▶ _AIM OF THE EXERCISE_
Scan the entries below and return each line that contains "roads".

▶ _DATASET EXTRACT_
↓

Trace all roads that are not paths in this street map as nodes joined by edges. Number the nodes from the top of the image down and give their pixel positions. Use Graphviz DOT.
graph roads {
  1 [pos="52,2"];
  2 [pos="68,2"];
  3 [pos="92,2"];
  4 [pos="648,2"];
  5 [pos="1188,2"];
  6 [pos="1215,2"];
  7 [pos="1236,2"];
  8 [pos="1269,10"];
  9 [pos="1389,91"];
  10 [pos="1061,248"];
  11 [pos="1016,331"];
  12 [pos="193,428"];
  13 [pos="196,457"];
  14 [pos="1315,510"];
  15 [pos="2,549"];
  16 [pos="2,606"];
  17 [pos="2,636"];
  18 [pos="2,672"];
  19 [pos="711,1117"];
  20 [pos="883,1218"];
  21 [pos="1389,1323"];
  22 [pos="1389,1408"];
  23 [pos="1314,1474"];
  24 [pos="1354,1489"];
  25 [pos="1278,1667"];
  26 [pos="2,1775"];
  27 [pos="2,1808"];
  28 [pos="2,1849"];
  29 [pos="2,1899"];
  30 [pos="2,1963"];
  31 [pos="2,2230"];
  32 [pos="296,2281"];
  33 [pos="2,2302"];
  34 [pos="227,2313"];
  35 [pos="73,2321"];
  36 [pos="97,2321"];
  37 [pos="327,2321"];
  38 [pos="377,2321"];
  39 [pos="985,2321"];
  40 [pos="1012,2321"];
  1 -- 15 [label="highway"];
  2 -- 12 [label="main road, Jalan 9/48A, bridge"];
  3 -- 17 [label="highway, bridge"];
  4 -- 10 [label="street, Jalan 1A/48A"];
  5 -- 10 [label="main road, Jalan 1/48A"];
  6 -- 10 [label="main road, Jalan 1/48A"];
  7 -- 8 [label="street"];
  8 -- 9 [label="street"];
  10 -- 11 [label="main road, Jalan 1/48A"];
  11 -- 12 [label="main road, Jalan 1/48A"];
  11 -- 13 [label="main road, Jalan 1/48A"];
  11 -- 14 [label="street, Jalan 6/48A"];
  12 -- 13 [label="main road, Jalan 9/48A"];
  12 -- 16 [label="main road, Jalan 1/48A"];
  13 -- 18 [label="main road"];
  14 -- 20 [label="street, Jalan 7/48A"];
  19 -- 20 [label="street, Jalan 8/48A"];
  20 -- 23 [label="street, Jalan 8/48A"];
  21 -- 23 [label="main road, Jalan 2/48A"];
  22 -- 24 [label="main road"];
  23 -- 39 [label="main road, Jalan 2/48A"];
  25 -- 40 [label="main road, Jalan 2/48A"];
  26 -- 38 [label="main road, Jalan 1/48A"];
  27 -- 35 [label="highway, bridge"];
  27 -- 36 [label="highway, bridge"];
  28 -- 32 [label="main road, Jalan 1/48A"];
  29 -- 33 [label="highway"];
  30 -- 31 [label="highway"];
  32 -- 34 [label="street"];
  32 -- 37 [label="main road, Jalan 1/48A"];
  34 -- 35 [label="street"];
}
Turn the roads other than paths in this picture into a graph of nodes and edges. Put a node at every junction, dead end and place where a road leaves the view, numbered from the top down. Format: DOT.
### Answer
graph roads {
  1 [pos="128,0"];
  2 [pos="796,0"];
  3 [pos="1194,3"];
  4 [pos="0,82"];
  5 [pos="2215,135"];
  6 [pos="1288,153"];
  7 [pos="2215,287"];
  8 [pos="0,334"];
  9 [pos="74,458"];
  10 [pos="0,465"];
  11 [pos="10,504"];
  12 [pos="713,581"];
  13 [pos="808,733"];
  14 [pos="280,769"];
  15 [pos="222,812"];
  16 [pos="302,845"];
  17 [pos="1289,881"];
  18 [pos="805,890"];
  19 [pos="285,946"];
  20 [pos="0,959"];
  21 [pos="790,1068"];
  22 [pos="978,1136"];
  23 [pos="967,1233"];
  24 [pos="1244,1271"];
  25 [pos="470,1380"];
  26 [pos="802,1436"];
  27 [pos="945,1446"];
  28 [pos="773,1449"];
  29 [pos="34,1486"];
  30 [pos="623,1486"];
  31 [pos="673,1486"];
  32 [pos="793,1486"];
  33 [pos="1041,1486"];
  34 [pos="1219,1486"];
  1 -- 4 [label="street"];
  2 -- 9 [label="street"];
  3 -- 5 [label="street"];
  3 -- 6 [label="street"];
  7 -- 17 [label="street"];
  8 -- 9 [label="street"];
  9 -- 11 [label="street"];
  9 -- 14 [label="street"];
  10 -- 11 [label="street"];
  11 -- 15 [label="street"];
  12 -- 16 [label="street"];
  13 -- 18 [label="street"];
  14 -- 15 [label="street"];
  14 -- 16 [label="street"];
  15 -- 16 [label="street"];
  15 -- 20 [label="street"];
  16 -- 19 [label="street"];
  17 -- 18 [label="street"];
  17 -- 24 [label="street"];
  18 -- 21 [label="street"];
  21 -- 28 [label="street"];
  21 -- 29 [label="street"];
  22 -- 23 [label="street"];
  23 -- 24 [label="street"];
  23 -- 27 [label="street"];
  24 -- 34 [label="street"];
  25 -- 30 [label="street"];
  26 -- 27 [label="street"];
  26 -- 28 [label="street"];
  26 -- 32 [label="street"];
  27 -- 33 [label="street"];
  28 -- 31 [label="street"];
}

↑

▶ _SOLUTION TO THIS PROBLEM_
Trace all roads that are not paths in this street map as nodes joined by edges. Number the nodes from the top of the image down and give their pixel positions. Use Graphviz DOT.
graph roads {
Turn the roads other than paths in this picture into a graph of nodes and edges. Put a node at every junction, dead end and place where a road leaves the view, numbered from the top down. Format: DOT.
graph roads {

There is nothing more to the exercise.